When shock acceleration is applied to a mechanical system, it may cause malfunctioning and damage to the system. Hence, to prevent these problems when developing a gimbal structure system for observation reconnaissance, the MIL-STD-810G shock standard must be satisfied as a design specification. Rubber vibration isolators are generally assembled on the base of the system in order to reduce the shock transferred from the aircraft. It is difficult to analyze the transient behavior of the system accurately, because rubber has a nonlinear load-deformation curve. To treat the nonlinear characteristic of the rubber, bilinear approximation was introduced. Using this assumption, transient responses of the system under base shock acceleration were calculated by the finite element method.

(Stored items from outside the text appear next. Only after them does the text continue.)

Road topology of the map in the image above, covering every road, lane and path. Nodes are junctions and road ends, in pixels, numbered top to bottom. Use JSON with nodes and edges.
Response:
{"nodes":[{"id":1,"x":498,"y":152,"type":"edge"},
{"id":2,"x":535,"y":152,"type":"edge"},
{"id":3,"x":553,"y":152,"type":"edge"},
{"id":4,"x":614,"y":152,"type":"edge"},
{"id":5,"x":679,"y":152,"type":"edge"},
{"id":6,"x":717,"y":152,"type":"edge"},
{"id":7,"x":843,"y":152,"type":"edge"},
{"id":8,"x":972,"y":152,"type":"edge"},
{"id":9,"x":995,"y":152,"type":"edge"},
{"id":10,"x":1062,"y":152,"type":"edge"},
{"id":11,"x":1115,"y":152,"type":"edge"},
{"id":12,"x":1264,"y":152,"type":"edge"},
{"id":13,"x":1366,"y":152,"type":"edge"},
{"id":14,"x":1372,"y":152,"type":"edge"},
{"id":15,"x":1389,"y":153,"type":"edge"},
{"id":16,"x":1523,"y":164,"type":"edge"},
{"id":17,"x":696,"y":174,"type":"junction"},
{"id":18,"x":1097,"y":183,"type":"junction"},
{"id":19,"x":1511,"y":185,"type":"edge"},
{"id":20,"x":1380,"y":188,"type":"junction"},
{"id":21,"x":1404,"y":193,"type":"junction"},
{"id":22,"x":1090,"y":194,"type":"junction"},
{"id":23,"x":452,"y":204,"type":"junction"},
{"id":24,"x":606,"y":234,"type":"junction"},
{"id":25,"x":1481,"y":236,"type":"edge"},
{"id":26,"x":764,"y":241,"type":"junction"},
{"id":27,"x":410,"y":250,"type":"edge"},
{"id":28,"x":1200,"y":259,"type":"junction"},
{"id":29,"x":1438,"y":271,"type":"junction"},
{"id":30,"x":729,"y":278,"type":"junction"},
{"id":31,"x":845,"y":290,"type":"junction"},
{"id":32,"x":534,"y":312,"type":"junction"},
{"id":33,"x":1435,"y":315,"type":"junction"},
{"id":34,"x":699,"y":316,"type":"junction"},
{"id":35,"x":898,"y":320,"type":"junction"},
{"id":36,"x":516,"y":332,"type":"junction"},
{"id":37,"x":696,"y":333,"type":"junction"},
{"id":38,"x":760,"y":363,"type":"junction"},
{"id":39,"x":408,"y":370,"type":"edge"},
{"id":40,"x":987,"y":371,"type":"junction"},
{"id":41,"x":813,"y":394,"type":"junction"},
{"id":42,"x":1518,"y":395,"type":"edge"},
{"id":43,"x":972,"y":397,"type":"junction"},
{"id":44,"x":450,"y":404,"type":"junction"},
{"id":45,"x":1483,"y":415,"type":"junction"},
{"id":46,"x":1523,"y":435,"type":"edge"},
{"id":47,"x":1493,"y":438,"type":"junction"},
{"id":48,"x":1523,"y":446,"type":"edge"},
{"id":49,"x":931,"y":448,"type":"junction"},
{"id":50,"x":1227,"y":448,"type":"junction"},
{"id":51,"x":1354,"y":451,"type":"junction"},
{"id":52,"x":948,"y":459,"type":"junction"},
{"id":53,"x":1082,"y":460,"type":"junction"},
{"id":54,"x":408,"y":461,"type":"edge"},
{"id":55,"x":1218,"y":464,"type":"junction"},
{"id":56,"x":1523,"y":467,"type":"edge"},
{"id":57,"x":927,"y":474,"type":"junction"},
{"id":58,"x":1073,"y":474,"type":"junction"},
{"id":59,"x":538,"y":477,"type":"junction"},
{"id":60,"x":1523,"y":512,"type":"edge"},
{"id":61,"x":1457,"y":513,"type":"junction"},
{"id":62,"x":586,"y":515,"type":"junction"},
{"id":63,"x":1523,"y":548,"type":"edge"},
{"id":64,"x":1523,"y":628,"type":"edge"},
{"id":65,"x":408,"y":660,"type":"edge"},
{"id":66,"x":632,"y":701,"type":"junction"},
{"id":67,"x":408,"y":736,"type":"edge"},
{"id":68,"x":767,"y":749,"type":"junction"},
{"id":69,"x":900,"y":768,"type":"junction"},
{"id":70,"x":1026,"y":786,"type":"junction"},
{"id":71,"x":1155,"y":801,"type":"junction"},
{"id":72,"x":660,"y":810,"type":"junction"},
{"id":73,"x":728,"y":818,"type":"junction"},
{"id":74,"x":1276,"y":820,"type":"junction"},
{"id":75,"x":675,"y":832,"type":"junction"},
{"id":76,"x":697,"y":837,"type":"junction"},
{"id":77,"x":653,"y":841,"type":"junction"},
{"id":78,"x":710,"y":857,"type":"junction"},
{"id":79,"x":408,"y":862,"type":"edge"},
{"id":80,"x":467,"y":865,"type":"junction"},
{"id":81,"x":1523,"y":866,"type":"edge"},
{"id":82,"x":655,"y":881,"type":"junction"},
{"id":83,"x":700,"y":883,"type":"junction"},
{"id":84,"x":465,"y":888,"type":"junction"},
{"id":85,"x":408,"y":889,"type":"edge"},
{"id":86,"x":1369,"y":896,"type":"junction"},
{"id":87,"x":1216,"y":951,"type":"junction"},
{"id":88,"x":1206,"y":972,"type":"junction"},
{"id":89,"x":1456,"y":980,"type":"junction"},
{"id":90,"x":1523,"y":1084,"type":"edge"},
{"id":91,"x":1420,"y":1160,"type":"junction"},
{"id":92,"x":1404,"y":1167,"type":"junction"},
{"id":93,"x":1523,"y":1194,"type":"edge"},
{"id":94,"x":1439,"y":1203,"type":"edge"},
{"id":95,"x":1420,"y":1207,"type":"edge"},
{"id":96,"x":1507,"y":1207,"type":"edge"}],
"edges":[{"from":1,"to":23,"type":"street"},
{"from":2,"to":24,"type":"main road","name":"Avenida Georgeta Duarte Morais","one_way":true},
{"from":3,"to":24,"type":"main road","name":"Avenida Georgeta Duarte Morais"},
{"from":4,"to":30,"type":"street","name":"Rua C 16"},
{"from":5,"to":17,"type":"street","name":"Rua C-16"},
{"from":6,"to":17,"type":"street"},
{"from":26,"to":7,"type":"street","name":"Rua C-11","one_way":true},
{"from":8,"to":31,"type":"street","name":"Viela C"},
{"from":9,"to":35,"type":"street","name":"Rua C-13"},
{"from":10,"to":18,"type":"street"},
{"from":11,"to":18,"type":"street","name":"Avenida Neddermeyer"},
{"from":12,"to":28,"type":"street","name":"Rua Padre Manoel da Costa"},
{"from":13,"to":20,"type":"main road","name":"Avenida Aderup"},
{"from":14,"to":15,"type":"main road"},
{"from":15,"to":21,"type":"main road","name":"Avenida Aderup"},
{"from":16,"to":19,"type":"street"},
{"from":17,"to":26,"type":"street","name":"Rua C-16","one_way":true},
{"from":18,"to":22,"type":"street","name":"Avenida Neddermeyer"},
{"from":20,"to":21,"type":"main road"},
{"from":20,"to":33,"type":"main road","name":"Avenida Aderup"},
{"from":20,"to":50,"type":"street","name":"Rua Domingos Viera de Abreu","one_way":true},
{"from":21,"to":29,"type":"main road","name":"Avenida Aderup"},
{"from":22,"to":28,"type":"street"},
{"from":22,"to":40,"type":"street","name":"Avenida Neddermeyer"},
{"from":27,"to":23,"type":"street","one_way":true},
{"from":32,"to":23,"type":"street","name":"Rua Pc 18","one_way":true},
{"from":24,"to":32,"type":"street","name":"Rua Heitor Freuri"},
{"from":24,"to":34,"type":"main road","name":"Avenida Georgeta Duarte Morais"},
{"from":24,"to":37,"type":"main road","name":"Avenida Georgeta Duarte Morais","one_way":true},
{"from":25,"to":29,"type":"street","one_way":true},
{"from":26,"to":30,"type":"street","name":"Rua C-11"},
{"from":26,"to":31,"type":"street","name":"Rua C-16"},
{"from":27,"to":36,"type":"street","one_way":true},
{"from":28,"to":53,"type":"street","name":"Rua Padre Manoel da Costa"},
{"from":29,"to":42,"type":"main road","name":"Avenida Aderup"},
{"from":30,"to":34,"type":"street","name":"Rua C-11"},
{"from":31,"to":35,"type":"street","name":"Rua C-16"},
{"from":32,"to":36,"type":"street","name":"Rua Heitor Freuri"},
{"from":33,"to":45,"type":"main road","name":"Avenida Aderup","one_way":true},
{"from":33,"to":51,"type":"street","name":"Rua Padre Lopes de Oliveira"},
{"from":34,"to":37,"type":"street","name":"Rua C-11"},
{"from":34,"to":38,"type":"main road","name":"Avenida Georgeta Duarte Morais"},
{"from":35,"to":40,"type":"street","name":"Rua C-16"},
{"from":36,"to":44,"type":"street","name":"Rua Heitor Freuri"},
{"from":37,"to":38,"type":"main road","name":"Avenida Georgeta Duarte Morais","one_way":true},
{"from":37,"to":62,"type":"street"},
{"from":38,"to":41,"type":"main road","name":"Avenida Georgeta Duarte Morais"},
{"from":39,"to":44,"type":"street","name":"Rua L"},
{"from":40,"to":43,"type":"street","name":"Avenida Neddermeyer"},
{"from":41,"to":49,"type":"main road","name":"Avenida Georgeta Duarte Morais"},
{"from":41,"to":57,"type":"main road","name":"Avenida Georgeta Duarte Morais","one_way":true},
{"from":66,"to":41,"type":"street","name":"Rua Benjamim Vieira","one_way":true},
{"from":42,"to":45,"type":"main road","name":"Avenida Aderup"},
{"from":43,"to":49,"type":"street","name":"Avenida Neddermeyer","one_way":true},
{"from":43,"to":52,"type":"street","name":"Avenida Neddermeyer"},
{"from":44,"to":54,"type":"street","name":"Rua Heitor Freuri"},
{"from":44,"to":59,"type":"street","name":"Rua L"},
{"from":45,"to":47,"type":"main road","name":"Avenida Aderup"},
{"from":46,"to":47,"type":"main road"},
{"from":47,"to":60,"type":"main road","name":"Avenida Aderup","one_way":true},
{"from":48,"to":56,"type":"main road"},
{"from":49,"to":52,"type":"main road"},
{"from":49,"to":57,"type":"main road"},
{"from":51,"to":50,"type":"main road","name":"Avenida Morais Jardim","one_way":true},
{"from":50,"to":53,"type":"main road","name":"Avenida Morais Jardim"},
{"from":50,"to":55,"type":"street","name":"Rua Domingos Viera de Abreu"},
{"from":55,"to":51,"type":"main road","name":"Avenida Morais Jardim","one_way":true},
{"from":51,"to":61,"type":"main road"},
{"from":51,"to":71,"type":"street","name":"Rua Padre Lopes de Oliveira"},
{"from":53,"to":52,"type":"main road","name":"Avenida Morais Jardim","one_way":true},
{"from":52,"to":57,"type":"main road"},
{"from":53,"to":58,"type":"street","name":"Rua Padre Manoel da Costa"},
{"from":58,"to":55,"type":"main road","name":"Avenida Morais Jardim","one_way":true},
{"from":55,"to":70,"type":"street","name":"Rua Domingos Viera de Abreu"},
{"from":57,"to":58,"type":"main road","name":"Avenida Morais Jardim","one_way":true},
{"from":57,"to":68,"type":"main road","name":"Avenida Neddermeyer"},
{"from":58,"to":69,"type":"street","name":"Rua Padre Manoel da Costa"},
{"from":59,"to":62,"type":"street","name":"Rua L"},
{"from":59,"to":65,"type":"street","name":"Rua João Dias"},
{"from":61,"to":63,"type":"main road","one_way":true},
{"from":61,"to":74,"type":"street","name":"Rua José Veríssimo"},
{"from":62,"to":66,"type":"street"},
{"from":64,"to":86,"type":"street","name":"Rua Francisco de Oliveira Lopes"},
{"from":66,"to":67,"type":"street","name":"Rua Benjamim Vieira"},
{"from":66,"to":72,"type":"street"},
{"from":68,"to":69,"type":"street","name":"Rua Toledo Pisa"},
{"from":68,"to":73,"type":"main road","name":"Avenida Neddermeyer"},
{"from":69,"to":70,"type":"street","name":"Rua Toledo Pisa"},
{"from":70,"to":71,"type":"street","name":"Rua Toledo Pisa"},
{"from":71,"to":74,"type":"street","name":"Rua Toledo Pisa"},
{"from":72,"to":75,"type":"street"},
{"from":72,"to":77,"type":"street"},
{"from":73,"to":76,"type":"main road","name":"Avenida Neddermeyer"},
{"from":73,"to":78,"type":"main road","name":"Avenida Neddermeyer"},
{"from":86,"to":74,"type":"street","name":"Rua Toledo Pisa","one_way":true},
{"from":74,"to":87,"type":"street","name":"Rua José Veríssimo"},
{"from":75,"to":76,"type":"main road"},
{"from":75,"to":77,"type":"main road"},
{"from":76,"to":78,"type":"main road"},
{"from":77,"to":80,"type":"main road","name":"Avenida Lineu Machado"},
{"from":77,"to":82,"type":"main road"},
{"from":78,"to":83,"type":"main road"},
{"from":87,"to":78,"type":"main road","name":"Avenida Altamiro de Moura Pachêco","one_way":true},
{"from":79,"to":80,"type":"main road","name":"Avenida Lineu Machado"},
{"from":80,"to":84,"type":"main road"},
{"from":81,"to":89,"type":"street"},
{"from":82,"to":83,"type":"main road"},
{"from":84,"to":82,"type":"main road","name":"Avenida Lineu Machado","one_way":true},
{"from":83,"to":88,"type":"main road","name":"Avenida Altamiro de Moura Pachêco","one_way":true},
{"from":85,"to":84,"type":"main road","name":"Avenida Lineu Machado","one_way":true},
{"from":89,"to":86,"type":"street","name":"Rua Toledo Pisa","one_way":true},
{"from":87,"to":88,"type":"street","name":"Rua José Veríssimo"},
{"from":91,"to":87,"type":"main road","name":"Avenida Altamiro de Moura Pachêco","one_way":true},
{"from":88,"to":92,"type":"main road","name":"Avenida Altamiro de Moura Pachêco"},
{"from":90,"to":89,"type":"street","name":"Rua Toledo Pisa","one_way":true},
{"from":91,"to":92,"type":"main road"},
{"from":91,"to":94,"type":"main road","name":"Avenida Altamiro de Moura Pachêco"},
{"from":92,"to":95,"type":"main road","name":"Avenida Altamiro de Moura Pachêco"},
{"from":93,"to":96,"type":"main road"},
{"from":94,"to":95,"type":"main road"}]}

In addition, experiments with a true prototype were performed using the same conditions as the analytical model. Compared with experimental data, the proposed numerical method is useful for the transient analysis of gimbal structure systems, including rubber vibration isolators with nonlinear stiffness and damping.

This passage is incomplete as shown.